Jatho Biplane: Believe it, or not.



Designed by Karl Jatho, and completed on the Summer of 1903, this biplane according to some witnesses flew a month before the Wright Brothers. Being German, Jatho took inspiration from the Zanonia seed for the wing configuration. The aircraft was originally conceived as a triplane, but soon got rid of a wing, and was powered by a 10hp Buchet engine. The testimony of the witnesses should be taken with some reserves: they were made thirty years after the event and with the Nazis in power. Two replicas has been built to bolster Jatho’s claim, one back in 1933 and another in 2006. Their flight tests results have proven inconclusive.

One thing’s clear, it was kinda cute.

Republic F-105D “Thud”: The Devil is in the details (XIX).

The F-105, and the F-101, could conveniently refuel with either the flying boom or the probe-and-drogue systems.
Re-reading Jack Broughton’s superlatively raw “Thud Ridge” book. You couldn’t get a more fresh and vivid recollection of Thud operations over North Vietnam Route Pack 6.

Bell D-1007: Flights of Fancy (XIII).

To not be left behind Bell also joined the atomic fever of the 1950s. In their case with this humongous nuclear-powered helicopter. Not much info about their tandem rotor design apart of these numbers: a fuselage of around 300 ft long, 200 mph of max speed and a massive weight of 500,000 pounds.

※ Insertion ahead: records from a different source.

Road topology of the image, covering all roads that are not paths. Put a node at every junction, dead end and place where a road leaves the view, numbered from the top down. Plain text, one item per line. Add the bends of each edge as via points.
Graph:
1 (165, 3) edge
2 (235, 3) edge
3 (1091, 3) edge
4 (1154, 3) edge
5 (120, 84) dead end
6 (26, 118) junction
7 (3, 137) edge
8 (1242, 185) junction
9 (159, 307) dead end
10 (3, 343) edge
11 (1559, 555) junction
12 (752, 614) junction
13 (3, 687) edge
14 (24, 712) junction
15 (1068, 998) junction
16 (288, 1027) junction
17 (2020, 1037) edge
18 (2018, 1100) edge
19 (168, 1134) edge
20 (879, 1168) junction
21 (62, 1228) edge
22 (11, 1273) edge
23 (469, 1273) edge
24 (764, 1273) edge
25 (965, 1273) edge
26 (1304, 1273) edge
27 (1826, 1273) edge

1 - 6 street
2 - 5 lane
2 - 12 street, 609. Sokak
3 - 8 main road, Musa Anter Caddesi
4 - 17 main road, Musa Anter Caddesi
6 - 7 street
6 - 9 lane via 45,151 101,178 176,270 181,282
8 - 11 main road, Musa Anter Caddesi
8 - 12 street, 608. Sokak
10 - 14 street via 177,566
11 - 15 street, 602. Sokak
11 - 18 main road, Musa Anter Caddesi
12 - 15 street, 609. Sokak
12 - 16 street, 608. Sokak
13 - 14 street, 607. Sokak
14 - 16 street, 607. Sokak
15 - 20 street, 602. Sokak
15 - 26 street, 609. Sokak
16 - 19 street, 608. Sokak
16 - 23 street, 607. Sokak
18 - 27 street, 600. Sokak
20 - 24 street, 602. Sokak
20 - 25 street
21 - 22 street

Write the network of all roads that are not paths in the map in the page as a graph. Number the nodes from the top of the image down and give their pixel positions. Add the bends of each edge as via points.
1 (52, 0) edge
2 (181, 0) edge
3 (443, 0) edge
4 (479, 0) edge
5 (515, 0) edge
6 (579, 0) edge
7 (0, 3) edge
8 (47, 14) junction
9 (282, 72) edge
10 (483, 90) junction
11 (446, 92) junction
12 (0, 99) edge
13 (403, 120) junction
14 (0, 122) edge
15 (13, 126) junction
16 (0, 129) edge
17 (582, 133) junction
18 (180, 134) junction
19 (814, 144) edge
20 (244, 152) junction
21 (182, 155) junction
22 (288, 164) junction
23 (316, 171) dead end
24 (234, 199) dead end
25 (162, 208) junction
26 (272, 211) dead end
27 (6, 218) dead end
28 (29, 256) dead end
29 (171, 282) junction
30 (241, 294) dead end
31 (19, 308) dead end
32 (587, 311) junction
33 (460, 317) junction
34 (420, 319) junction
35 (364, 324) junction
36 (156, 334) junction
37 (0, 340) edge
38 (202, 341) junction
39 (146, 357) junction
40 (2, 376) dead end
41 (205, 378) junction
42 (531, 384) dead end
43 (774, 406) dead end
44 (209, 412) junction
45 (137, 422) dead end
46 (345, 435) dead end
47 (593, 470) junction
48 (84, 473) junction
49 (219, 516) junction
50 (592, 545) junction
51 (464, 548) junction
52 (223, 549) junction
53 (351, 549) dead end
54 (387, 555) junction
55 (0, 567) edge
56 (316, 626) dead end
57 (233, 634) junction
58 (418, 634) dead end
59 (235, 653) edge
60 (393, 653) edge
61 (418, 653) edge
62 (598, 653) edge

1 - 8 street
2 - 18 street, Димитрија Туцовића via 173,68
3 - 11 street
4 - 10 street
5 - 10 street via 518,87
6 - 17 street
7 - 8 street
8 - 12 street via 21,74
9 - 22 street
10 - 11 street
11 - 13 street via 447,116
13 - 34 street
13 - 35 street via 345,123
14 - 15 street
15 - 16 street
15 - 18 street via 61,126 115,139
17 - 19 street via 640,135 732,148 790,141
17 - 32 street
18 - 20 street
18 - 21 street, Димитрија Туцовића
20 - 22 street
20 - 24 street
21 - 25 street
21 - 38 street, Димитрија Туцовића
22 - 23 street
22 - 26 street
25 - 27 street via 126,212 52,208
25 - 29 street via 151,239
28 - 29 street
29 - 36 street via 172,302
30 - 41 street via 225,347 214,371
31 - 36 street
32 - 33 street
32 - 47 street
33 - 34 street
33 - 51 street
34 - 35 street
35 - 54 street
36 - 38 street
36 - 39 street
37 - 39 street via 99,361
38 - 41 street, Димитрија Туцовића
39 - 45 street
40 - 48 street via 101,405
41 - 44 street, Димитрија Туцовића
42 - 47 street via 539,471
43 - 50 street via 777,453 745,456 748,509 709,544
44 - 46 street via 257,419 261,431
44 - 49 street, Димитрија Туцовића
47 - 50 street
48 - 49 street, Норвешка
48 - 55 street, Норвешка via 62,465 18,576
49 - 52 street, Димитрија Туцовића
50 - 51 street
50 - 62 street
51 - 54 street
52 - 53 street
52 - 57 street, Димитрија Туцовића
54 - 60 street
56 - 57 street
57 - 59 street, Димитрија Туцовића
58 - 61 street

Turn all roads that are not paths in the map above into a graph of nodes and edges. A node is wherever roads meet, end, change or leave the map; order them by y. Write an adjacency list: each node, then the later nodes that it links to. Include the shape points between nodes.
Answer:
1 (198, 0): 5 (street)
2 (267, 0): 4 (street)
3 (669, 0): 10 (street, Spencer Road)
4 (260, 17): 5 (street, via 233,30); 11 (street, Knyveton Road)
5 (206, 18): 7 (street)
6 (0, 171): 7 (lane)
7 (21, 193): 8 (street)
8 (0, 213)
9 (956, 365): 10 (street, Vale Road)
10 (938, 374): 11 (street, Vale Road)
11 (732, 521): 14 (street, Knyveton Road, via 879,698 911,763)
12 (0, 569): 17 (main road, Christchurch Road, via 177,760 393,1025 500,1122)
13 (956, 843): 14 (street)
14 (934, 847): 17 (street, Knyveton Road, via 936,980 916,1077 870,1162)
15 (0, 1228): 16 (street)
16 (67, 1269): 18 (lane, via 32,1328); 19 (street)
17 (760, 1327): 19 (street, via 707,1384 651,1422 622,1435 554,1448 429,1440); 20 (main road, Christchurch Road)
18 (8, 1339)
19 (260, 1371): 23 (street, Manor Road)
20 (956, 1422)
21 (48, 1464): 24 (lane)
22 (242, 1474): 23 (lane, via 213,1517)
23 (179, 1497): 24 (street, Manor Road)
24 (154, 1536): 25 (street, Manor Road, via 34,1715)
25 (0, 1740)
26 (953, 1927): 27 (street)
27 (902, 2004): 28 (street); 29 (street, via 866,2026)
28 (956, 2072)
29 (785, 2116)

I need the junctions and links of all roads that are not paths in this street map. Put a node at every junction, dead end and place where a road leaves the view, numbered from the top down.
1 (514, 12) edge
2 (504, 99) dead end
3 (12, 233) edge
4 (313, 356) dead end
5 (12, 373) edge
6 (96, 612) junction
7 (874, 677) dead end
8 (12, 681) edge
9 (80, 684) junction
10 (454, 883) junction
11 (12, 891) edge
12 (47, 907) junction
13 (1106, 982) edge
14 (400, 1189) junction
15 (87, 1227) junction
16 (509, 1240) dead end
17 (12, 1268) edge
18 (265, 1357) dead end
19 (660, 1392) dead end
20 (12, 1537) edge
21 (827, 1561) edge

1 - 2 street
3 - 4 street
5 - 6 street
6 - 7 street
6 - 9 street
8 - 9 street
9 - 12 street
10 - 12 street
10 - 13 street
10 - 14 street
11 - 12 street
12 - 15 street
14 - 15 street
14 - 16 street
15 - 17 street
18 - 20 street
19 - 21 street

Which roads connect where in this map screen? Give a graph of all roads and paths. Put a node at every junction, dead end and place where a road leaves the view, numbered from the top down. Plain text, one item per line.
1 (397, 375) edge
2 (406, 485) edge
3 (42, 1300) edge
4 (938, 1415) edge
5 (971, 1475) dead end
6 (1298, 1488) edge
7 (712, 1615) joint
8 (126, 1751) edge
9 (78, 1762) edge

This artwork is the only available. Curiously its two-deck fuselage is festooned with windows. I couldn’t see where the nuclear reactor(s) and cumbersome shielding should have been placed.

Tokorozawa Koshiki-2: Half Salmson 2 A2, half SPAD XIII.



Designed by the Japanese Army’s Tokorozawa Aviation School department of research in the early 1920s, this experimental single-seat was the first fighter conceived and built in Japan. Clearly influenced by the French SPAD XIII, the Koshiki-2 was powered by the Salmson 9Z engine that the Japanese Army knew so well for their use in their 2 A2s. First flown in 1922 the prototype displayed a fairly decent performance, but also some horizontal stability troubles at low speed. The latter was the cause of its early demise. A second prototype soon followed, but the problems remained so no further production was undertaken.

Sukhoi Su-5: You are the one for me, Fatty (Xl).



The Su-5 was conceived for the same purpose of the I-250. Both employed basically the same mixed engine configuration, but the Su-5 was sure more conventional-looking. In fact, it shared more than a certain “air de famille” with Sukhoi’s previous products. First flown just before the end of WW2, the sole prototype undertook a brief test program which ended when its Klimov VK 107 engine expired with no replacement available. It was slower than the I-250 and the latter was the one chosen for production.

Chubby, yet somehow handsome. The jet exhaust looks curiously modern.

Kiel Fk.166: Never go full bizarre.

First flown in 1934, this single-seat biplane designed by Hans Erfahrt was the sole aircraft produced by the Kiel Flugzeugbau. Its main feature was a weird-looking cantilever biplane configuration; curiously its tail surfaces had struts. The one prototype built, powered by a 82hp Hirth HM 60 engine, didn’t prove to be particularly good during testing. It ended its short flying days at a flight school at Zorau and was soon forgotten.